I mean, really. You're just asking for trouble if you decide to be outspoken about your lack of belief in God. Sure, you have every right to believe what you want (this is America!), but it's better for everyone if controversial beliefs are kept silent.
Oh wait, I mean the exact opposite of that.
I've been thinking about this a lot since the Damon Fowler incident. I had someone say to me during a discussion of the issue that "he brought this on himself". I flinched internally at this. It reminds me far too much of the struggle gays* continue to go through because so many people would prefer that they keep who they are a secret.
Discrimination isn't a fight between right and wrong. It's a fight between what's right and what's accepted. We know that the discrimination Damon suffered as a result of his request that his public school stop breaking the law was wrong, but many people also don't have a problem with it. This worries me.
I remember way back when Myspace was the place to be, I hesitated when answering the religion question in my profile. I thought, "Do I really want to say that I'm an atheist? Will there be repercussions if I do?". Then I decided to not be a pussy and went for it. I mean hell, if there's no shame in admitting you're a Catholic on a social networking site, and I know I'm not ashamed of my atheism, why on earth wouldn't I include it?
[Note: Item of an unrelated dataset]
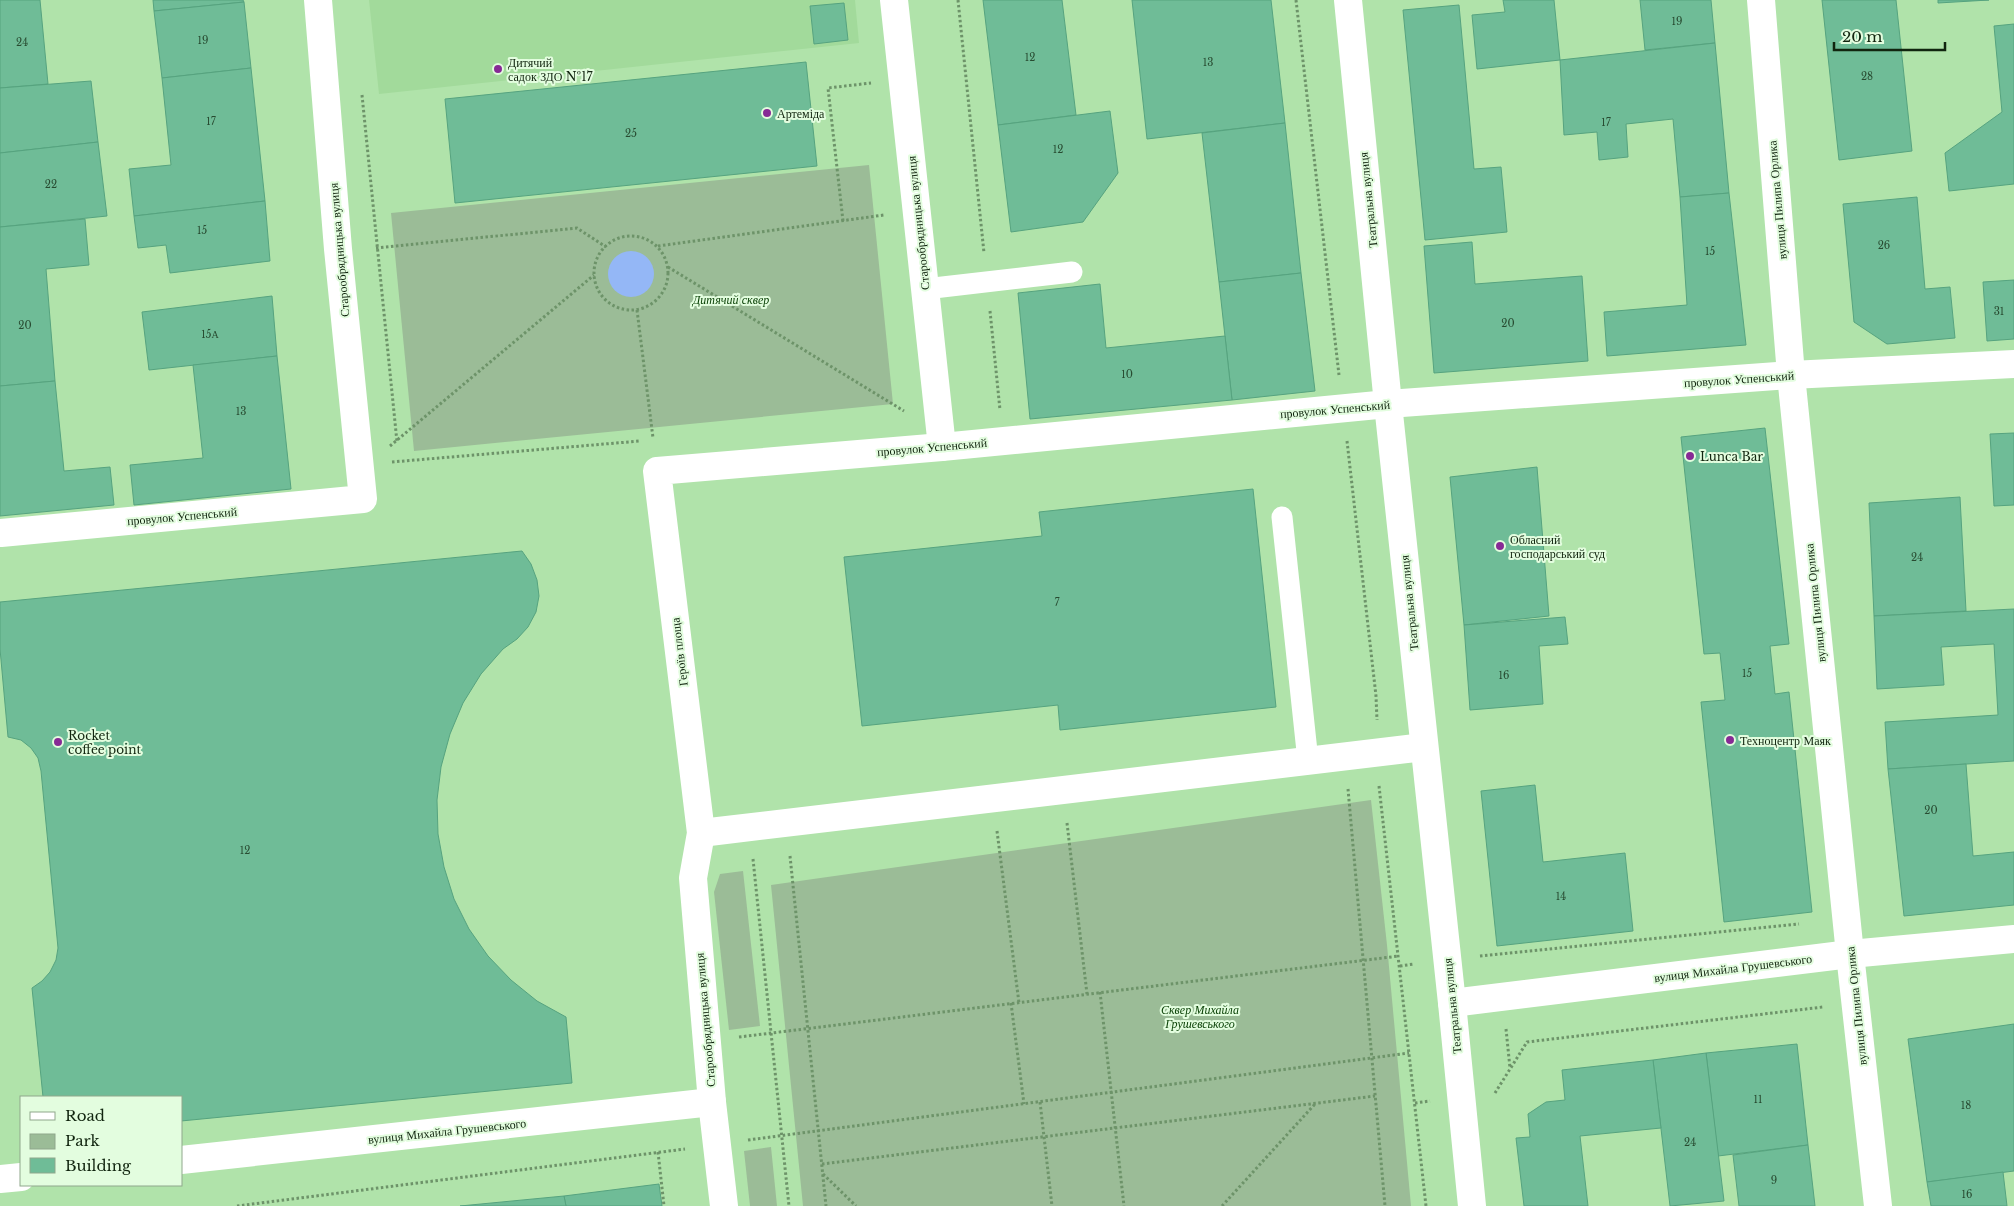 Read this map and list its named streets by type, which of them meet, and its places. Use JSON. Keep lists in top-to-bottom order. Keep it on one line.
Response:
{"streets":{"street":["Театральна вулиця","вулиця Пилипа Орлика","Старообрядницька вулиця","провулок Успенський","Героїв площа","вулиця Михайла Грушевського"]},"crossings":[["Театральна вулиця","провулок Успенський"],["Театральна вулиця","вулиця Михайла Грушевського"],["вулиця Пилипа Орлика","провулок Успенський"],["вулиця Пилипа Орлика","вулиця Михайла Грушевського"],["Старообрядницька вулиця","провулок Успенський"],["Старообрядницька вулиця","Героїв площа"],["Старообрядницька вулиця","вулиця Михайла Грушевського"],["провулок Успенський","Героїв площа"]],"parks":["Дитячий сквер","Сквер Михайла Грушевського"],"places":["Дитячий садок ЗДО №17","Артеміда","Lunca Bar","Обласний господарський суд","Техноцентр Маяк","Rocket coffee point"],"house_numbers":["19","19","24","12","13","28","17","17","25","12","22","15","26","15","31","20","20","15А","10","13","24","7","15","16","20","12","14","11","18","24","9","16"],"legend":["Road","Park","Building"],"scale_bar":"20 m"}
So I did, and the only possible repercussion was that my 8th grade math teacher de-friended me not too long after. He appeared to be a very dedicated Christian, so it's ok. Atheism is evil and scary.
I have had people ask me why I need to say I'm an atheist in any medium. I've never had a good response in the past, and I realized that's because the only response is: "Why not?"
If they choose to tell me "why not", they'll likely be repeating the first paragraph of this blog, which will give me the opportunity to kindly explain how discriminatory their opinion is. They honestly may not realize it, so I'll be doing a public service.
*I am in no way insinuating that the level of discrimination we see with gays compares with that of atheists. I think there are basic "laws" of discrimination that are common throughout all discriminated groups, and the concept of "don't ask, don't tell" is one of them.